I’m back baby! That’s right, after a most likely completely unnoticed absence, I, one of your resident Inept Owl movie reviewers, have returned. And what better way to mark my triumphant comeback than with a review of another returning here, the much more sadly missed TV series, Futurama, as it roars into your TV with the direct to video movie, Futurama – Bender’s Big Score.
Good news everyone! The movie is the first of four made-for-DVD Futurama movies due to hit shelves sometime during the next year, and according to the most assuredly never inaccurate source Wikipedia, the eventual plan is to then split them up into episodes comprising a fifth “season” of the show to air on Comedy Central.
While eventual episodic viewing may be planned, BBS is an actual movie in scope and narrative, and is not, as in the case of Stewie Griffin: The Untold Story, simply three episodes spliced together and sold on a disc. It is a full arc, telling a tale of betrayal, time travel, and epic love. Ok, maybe that is exaggerating, but it’s Futurama.

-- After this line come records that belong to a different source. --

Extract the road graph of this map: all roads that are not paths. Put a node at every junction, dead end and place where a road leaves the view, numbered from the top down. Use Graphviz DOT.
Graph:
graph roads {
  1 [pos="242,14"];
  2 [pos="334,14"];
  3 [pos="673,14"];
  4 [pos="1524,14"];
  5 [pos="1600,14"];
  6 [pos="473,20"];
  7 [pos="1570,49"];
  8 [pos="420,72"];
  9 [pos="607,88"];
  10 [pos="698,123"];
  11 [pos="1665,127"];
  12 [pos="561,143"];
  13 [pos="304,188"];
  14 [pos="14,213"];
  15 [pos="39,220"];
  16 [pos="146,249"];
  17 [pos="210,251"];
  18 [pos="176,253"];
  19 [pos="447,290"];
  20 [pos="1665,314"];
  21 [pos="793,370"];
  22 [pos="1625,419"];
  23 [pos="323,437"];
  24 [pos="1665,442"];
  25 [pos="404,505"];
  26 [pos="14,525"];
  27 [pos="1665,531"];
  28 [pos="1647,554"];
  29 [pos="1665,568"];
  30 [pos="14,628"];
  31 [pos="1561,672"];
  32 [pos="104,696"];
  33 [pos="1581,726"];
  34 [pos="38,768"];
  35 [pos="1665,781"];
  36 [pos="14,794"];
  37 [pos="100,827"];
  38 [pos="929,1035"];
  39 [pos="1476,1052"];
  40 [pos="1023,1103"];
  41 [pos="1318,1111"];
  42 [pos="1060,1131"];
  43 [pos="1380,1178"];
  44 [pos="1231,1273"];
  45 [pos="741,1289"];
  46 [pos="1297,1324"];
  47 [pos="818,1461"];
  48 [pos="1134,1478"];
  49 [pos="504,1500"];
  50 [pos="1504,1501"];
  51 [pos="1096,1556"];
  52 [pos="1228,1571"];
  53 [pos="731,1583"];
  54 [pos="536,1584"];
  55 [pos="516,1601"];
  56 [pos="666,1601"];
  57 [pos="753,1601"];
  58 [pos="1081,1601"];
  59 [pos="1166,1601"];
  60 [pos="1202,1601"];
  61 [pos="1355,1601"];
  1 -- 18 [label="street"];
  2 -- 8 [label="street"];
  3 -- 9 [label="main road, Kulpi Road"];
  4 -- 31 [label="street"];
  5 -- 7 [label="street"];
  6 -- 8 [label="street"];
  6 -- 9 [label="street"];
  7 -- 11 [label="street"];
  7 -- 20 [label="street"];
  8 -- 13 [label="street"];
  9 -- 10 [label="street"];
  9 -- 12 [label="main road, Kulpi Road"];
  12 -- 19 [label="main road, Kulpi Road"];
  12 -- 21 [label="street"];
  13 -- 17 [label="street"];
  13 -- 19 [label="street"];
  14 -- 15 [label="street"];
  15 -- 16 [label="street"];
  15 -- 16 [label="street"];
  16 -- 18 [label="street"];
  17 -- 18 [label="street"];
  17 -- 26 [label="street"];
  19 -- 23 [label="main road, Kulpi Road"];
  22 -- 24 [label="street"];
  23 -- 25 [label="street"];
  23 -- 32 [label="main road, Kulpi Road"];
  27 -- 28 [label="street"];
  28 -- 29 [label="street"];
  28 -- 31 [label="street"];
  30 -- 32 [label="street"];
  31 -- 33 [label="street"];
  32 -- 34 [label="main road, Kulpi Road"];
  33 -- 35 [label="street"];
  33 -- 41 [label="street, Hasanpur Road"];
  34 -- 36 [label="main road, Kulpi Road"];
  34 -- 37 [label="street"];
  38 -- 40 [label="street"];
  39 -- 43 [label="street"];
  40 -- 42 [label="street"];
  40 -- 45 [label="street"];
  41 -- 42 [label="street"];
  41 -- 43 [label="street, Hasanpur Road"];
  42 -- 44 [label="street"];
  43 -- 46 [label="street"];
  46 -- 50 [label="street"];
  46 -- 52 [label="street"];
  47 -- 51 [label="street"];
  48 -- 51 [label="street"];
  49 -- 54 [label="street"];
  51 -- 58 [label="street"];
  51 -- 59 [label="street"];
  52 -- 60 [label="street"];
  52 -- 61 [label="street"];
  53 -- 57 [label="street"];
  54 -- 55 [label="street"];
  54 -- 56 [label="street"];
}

The brains behind the show couldn’t resist taking the opportunity to throw a few VERY thinly veiled attacks on the Fox Network for canceling the series to begin with, plenty of in-jokes to please the faithful fans. What works so well for Futurama has always been its ability to combine low-brow slapstick and silly humor with extremely sophisticated satire and even a little bit of science, and the movie is no exception.
There is a level of absurdity displayed in the show and the corresponding movie that borders on genius, and yet the writers are capable of bringing what could be just a series of random jokes together into a well-constructed plot, with sight-gags aimed to reward those who really pay attention. It quite frankly works better as a whole than the theatrical Simpsons Movie, and is certainly light years ahead of the always far inferior, over-rated, emperor has no clothes Family Guy (that’s right, I said it!)
To put it bluntly and to avoid spoiling any of the good jokes or plot points, Bender’s Big Score is exactly what fans of the series have been waiting years for, and hopefully is just the first of many such reunions.